L’agente dell’MI6, George Woodhouse (Michael Fassbender) è chiamato dal suo superiore, Meacham (Gustaf Skarsgård) per indagare sulla fuga di notizie di un software di criptaggio dal nome in codice Severus. Tra i sospettati ci sono i colleghi Freddie Smalls (Tom Burke) e James Stokes (Regé-Jean Page), la specialista in immagini satellitari Clarissa Dubose (Marisa Abela), la psichiatra dell’agenzia, la Dottoressa Zoe Vaughan (Naomie Harris), e la stessa moglie di George, agente come lui, Kathryn St. Jean (Cate Blanchett). Dopo un’enigmatica cena il loro destino cambierà per sempre. Questo è Black Bag, trentacinquesima pellicola di Steven Soderbergh che vedremo al cinema con Universal Pictures dal 30 aprile. Un film per cui contare i giorni dell’uscita in sala, a partire dal firmatario dello script alla base, il veterano David Koepp, che ne rincorre la realizzazione da quasi trent’anni.

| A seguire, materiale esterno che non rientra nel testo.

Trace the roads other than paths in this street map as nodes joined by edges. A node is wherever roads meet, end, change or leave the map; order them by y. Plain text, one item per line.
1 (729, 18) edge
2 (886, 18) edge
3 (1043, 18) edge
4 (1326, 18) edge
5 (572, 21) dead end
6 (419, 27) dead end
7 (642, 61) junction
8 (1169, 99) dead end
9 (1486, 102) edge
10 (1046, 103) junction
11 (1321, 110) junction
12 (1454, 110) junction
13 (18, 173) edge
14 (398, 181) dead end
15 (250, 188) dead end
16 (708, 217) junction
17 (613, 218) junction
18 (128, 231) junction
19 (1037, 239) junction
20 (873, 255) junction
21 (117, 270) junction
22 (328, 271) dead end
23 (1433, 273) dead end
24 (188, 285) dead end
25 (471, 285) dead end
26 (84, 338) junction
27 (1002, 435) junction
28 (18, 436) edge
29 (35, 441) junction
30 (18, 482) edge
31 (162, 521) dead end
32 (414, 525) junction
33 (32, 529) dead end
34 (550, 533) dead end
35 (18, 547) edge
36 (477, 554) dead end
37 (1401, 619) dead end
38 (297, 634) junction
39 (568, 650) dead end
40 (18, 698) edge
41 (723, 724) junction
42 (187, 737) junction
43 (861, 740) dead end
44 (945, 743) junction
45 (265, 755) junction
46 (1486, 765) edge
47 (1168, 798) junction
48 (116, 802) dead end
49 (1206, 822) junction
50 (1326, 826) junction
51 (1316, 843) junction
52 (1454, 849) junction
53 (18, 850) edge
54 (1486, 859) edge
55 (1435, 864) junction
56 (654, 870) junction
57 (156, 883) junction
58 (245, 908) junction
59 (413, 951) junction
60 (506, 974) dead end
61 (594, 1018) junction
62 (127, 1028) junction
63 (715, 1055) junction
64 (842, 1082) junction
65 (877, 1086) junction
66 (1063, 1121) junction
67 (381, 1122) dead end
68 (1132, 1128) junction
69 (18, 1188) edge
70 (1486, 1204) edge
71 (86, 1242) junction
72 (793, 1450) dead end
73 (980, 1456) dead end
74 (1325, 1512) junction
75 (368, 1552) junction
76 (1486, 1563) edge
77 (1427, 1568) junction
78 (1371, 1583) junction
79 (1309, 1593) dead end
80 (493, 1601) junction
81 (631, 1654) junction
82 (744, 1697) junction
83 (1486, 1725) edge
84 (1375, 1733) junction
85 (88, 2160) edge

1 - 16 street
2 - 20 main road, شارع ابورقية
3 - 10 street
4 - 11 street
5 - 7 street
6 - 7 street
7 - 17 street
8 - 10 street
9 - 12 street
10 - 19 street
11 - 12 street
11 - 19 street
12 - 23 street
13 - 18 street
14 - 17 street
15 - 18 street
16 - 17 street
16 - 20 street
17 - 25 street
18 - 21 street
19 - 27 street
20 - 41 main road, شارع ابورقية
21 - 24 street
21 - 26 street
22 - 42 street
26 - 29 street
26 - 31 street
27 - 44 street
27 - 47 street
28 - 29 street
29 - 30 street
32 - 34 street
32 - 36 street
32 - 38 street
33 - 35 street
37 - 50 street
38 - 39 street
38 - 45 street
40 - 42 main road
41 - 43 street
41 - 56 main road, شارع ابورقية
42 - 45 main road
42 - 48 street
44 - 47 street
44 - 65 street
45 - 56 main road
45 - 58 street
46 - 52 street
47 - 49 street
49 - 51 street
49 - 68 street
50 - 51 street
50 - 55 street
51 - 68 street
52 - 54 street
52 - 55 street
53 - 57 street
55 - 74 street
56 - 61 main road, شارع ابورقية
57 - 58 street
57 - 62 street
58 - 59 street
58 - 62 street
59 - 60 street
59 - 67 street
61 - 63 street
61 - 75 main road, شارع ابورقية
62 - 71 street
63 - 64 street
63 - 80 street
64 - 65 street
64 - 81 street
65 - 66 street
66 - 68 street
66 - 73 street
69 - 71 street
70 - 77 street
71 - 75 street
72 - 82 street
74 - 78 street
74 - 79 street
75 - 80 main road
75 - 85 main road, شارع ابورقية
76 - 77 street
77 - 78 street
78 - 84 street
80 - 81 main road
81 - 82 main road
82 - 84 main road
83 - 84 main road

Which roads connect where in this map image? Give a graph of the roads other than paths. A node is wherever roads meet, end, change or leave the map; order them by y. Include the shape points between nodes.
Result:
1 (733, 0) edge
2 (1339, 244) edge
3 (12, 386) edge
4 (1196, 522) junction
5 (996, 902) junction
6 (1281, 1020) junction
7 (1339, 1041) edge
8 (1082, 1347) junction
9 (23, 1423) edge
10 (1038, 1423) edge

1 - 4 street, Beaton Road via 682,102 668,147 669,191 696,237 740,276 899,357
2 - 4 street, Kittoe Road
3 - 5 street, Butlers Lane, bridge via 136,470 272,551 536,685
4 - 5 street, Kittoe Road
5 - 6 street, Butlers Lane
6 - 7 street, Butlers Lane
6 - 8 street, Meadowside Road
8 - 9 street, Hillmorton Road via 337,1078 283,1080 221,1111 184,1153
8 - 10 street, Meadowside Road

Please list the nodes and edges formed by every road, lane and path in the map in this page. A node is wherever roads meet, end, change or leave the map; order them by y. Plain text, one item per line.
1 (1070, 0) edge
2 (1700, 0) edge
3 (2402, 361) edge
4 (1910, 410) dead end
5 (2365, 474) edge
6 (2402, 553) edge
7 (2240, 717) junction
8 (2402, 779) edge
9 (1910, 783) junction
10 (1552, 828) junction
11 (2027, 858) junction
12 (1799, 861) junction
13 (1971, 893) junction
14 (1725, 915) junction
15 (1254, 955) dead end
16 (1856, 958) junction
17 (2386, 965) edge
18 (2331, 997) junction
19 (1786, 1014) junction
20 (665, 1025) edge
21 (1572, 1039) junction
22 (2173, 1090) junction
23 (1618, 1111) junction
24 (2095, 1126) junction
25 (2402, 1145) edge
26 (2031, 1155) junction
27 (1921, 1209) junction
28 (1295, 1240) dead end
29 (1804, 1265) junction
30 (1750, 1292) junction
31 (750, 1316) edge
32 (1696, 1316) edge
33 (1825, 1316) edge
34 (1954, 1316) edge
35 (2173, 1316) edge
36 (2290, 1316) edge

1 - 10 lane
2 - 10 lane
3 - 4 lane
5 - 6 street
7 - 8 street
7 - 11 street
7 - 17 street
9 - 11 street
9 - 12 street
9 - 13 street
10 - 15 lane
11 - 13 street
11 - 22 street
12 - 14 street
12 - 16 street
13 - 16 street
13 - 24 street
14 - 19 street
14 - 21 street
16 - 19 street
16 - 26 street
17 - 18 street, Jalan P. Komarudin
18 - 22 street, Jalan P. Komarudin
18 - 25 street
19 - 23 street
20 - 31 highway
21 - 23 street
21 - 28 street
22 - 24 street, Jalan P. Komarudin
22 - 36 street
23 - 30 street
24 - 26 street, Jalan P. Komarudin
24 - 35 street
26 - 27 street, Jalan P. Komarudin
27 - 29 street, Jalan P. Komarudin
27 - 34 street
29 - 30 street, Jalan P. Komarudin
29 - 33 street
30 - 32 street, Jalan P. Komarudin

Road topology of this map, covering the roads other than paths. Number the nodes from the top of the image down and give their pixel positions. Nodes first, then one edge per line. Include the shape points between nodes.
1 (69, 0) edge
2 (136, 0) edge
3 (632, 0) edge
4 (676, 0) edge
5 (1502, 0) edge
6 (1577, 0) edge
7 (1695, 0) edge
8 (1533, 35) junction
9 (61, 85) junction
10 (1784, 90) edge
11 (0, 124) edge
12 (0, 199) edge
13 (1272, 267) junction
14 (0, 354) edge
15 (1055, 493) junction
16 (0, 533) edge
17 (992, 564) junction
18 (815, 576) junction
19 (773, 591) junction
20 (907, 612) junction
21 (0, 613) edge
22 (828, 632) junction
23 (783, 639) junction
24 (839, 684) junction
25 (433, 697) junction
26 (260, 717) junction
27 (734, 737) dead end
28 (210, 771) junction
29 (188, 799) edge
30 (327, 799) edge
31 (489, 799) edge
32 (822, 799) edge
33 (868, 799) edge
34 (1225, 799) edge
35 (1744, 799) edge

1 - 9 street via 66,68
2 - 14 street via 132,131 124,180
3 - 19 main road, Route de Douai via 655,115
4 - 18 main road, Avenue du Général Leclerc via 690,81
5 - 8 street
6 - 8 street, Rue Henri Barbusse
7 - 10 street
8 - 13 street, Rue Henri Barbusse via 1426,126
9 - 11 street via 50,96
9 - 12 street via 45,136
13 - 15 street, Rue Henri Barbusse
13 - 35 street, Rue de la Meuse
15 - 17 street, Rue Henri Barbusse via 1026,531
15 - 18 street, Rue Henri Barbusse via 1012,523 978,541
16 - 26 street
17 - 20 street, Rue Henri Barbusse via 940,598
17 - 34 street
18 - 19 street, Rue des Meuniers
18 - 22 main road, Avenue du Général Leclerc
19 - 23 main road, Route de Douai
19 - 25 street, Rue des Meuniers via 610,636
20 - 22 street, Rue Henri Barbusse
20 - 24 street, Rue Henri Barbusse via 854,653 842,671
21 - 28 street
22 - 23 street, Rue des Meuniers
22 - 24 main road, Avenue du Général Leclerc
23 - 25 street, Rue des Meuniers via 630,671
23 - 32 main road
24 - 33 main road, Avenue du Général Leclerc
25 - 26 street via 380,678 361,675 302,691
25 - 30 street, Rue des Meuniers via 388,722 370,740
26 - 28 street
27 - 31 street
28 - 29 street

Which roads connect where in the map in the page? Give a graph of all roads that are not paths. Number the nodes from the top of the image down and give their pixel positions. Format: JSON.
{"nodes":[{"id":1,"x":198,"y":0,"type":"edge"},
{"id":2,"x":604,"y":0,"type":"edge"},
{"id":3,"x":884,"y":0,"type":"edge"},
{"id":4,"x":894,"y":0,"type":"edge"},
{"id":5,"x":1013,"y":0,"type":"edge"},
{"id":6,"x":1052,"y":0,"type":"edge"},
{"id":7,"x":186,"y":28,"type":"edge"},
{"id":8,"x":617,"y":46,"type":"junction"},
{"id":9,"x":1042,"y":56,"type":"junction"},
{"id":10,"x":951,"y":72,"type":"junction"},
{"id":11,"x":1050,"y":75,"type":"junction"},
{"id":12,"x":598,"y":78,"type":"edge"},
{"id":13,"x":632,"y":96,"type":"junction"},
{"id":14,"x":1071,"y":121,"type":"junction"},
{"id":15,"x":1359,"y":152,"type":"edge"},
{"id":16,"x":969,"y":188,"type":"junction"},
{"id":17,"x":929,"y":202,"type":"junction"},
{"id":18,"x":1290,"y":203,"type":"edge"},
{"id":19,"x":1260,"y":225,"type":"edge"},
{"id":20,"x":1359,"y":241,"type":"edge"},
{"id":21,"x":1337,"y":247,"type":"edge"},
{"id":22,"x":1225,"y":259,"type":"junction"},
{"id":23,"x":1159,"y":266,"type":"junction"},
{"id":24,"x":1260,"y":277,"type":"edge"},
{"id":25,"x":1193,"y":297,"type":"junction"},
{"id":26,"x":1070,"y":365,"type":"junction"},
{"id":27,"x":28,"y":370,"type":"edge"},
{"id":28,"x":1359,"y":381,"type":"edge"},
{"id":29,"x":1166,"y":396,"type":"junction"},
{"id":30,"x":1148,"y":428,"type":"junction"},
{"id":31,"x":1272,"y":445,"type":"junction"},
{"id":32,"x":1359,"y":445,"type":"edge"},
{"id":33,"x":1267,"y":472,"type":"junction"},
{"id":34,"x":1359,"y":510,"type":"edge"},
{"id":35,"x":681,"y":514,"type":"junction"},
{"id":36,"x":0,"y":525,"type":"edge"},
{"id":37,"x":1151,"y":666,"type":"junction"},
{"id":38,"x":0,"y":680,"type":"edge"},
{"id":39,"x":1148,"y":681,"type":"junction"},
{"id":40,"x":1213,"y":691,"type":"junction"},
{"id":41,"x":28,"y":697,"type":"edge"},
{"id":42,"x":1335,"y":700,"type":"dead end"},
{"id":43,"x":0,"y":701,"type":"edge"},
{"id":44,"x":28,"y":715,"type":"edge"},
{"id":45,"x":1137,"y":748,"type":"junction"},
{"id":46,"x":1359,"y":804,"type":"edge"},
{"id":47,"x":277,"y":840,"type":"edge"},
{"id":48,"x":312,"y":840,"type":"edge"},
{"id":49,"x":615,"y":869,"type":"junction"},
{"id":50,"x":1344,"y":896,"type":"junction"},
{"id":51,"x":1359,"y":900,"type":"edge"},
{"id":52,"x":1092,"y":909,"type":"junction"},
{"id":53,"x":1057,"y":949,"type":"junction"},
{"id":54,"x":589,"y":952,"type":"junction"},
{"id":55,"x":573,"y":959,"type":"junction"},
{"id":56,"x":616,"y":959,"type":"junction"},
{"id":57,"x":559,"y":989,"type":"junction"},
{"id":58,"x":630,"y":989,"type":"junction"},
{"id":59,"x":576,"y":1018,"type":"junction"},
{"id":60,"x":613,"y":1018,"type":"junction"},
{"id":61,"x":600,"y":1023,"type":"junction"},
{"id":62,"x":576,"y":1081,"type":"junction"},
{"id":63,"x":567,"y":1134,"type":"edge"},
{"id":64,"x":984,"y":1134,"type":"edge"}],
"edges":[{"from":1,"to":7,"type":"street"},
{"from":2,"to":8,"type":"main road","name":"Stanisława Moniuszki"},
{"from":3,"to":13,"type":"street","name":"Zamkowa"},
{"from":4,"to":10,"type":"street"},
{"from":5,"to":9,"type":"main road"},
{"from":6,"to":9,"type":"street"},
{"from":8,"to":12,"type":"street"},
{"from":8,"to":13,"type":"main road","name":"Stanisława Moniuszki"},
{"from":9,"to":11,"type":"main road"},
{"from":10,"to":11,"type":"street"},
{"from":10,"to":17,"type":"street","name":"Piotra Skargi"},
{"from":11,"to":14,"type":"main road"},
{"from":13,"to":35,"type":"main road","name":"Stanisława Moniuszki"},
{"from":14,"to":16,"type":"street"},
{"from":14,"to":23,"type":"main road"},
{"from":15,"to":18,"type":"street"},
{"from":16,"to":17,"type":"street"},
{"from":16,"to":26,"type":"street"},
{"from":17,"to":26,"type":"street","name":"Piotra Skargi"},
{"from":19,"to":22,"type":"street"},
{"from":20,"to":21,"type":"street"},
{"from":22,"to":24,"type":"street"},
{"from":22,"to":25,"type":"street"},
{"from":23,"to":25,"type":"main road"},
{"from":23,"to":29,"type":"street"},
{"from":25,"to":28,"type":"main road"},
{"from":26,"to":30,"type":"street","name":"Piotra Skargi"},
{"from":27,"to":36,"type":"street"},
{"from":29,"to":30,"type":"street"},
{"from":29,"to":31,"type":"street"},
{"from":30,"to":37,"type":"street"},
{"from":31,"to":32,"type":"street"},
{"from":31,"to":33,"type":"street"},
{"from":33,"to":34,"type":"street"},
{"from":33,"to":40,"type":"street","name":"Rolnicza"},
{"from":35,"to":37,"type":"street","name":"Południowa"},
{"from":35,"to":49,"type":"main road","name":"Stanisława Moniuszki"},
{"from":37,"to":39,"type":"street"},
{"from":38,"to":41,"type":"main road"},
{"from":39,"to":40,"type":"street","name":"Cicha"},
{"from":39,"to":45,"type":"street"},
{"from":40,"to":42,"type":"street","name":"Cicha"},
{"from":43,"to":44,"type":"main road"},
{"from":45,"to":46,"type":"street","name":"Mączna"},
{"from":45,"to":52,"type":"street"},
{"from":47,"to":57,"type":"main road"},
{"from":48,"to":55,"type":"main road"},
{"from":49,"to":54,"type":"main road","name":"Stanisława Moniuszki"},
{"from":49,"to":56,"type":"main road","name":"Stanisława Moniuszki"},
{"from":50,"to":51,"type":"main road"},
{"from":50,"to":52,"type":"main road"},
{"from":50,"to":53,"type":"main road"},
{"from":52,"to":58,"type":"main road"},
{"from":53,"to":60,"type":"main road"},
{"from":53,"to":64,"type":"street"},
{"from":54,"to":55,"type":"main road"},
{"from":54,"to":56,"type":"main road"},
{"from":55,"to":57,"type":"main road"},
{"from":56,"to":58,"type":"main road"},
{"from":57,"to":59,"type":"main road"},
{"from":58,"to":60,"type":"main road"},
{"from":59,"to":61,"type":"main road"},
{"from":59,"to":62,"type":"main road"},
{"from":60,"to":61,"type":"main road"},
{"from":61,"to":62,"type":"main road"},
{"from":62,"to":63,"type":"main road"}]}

Precisamente dalle ricerche compiute per lo script del primo Mission Impossible nel tentativo di comprendere l’equilibrio che c’è tra vita lavorativa e privata in un agente della CIA. Si rese immediatamente conto di quanto la vera missione impossibile fosse mantenere una relazione stabile in un mestiere che rende, per deformazione, facili a mentire e a tradire per poi nascondere abilmente le tracce. Da qui l’intuizione di incanalare lo stato d’incertezza della vita da spia in una più che tipica e stabile dinamica matrimoniale alla base di una sola e semplice domanda esistenziale che di Black Bag è il corpus filmico: «Quando puoi mentire su tutto, come fai a dire la verità su qualsiasi cosa?». Su di essa, infatti, Soderbergh disegna una riflessione sulla natura umana, il senso di fiducia e lo stato di salute delle relazioni lasciando sullo sfondo l’amore come motore vitale, per intrecciarlo saldamente a una radicata componente da spy-drama che ruota intorno al significato e alla rilevanza della scelta di parola del titolo.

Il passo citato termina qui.